*** Opening DATA FOR PROCESSING ***

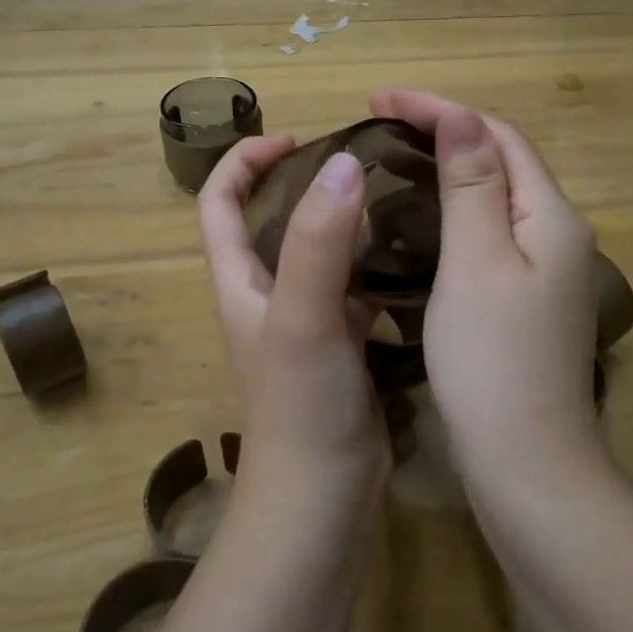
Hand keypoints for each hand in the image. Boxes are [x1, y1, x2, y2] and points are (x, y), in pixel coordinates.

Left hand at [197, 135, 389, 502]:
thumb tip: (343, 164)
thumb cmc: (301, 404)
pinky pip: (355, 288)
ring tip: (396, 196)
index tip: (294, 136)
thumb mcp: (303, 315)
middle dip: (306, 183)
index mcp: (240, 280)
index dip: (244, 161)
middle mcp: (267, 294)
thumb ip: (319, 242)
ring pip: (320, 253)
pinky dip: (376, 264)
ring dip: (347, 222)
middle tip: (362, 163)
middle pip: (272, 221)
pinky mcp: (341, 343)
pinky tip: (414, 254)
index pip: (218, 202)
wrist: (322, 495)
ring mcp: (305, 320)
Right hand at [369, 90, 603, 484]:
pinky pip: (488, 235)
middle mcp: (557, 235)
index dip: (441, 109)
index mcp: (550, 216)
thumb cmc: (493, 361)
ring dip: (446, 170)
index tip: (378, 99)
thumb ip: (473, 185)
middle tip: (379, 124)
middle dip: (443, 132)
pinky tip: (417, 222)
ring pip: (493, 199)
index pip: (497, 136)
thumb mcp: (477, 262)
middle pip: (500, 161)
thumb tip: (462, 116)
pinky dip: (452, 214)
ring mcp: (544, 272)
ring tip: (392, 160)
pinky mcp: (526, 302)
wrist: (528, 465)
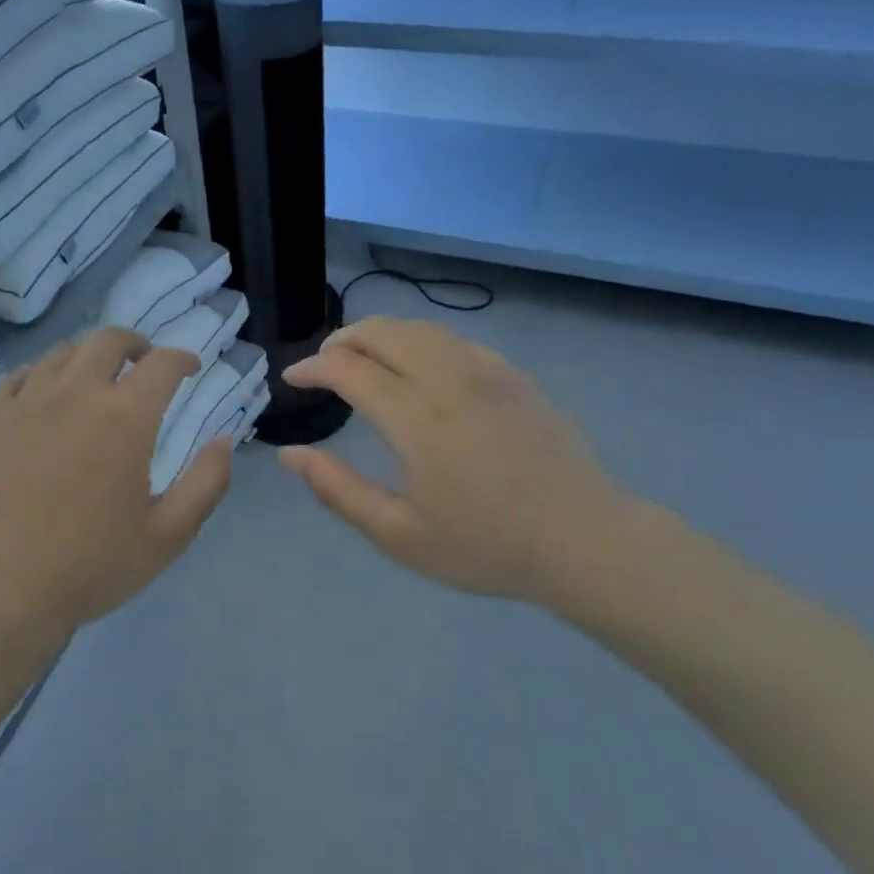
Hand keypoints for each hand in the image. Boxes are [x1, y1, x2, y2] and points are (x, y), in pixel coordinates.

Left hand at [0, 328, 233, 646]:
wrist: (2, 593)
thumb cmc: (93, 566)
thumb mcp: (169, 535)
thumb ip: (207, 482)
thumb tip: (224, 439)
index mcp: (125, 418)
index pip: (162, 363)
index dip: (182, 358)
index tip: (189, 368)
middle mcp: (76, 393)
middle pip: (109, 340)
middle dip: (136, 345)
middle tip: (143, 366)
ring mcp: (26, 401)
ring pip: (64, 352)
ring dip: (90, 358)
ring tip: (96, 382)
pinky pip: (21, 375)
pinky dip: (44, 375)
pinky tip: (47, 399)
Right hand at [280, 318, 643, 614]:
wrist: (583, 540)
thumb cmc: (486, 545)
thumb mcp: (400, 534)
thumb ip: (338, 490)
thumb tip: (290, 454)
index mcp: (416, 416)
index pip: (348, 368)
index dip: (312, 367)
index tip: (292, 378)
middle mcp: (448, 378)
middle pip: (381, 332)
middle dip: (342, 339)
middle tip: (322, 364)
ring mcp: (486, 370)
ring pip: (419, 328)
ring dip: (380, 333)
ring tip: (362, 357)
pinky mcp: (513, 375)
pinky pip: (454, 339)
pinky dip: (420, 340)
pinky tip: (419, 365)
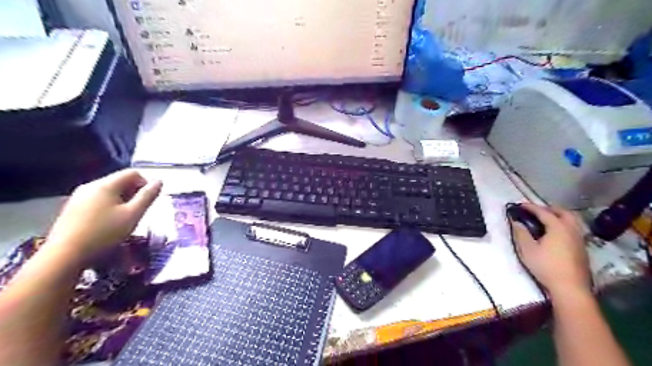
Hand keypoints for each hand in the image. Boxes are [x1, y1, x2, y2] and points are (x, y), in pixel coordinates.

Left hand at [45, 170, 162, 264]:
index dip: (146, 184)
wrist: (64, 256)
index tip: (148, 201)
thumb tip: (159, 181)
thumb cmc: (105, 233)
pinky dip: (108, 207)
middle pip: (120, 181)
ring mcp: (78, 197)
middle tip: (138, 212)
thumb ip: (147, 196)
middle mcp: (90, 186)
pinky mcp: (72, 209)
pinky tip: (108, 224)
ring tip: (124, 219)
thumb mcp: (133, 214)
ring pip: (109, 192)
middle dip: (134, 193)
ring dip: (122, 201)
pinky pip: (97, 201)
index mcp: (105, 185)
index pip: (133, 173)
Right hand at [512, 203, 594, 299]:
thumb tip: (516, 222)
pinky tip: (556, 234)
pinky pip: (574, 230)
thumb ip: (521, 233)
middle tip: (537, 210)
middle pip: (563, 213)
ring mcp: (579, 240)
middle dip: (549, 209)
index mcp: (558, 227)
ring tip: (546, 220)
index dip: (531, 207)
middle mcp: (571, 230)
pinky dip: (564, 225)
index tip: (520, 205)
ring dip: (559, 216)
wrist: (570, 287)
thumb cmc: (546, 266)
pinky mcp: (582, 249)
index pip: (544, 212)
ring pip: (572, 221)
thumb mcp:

*** Closing DATA FOR PROCESSING ***

Only the lines from the first line of the listing above through the line with "pinky tip: (419, 365)" should be set down, exactly and without pictures.

Hand keypoints for each hand in the image. Boxes are [x1, y1, x2, y2] and points are (x, y), in pixel coordinates.

Left hand at [197, 135, 389, 502]:
thumb tip: (343, 164)
thumb cmc: (301, 404)
pinky pip: (355, 288)
ring tip: (396, 196)
index tip: (294, 136)
thumb mcp: (303, 315)
middle dip: (306, 183)
index mcp: (240, 280)
index dip: (244, 161)
middle mcp: (267, 294)
thumb ip: (319, 242)
ring pip: (320, 253)
pinky dip: (376, 264)
ring dip: (347, 222)
middle tip: (362, 163)
middle pip: (272, 221)
pinky mcp: (341, 343)
pinky tip: (414, 254)
index pip: (218, 202)
wrist: (322, 495)
ring mcp: (305, 320)
Right hand at [369, 90, 603, 484]:
pinky pip: (488, 235)
middle mcp: (557, 235)
index dip: (441, 109)
index mcp: (550, 216)
thumb cmc: (493, 361)
ring dip: (446, 170)
index tip: (378, 99)
thumb ip: (473, 185)
middle tip: (379, 124)
middle dip: (443, 132)
pinky tip: (417, 222)
ring pip: (493, 199)
index pip: (497, 136)
thumb mcp: (477, 262)
middle pip: (500, 161)
thumb tip: (462, 116)
pinky dip: (452, 214)
ring mcp: (544, 272)
ring tip: (392, 160)
pinky mcp: (526, 302)
wrist: (528, 465)
Hand keypoints for each hand in the image. Boxes are [x1, y1, x2, y2] and points are (x, y), in pixel coordinates.

Left hand at [0, 328, 233, 646]:
wrist: (2, 593)
thumb cmc: (93, 566)
thumb mcp: (169, 535)
thumb ip: (207, 482)
thumb tip: (224, 439)
index mcp: (125, 418)
index pip: (162, 363)
index dip: (182, 358)
index tip: (189, 368)
middle mcp: (76, 393)
middle pip: (109, 340)
middle dip: (136, 345)
middle tip: (143, 366)
ring mcp: (26, 401)
ring pip: (64, 352)
ring dip: (90, 358)
ring tip: (96, 382)
pinky pip: (21, 375)
pinky dip: (44, 375)
pinky tip: (47, 399)
Right hand at [280, 318, 643, 614]:
wrist: (583, 540)
thumb cmc: (486, 545)
thumb mcp: (400, 534)
thumb ip: (338, 490)
thumb tip: (290, 454)
index mcp: (416, 416)
index pip: (348, 368)
index dip: (312, 367)
index tip: (292, 378)
middle mcp: (448, 378)
middle pip: (381, 332)
middle dip: (342, 339)
middle tip: (322, 364)
ring mcp: (486, 370)
ring pip: (419, 328)
ring dip: (380, 333)
ring tip: (362, 357)
pinky mcp: (513, 375)
pinky pip: (454, 339)
pinky dip: (420, 340)
pinky tip: (419, 365)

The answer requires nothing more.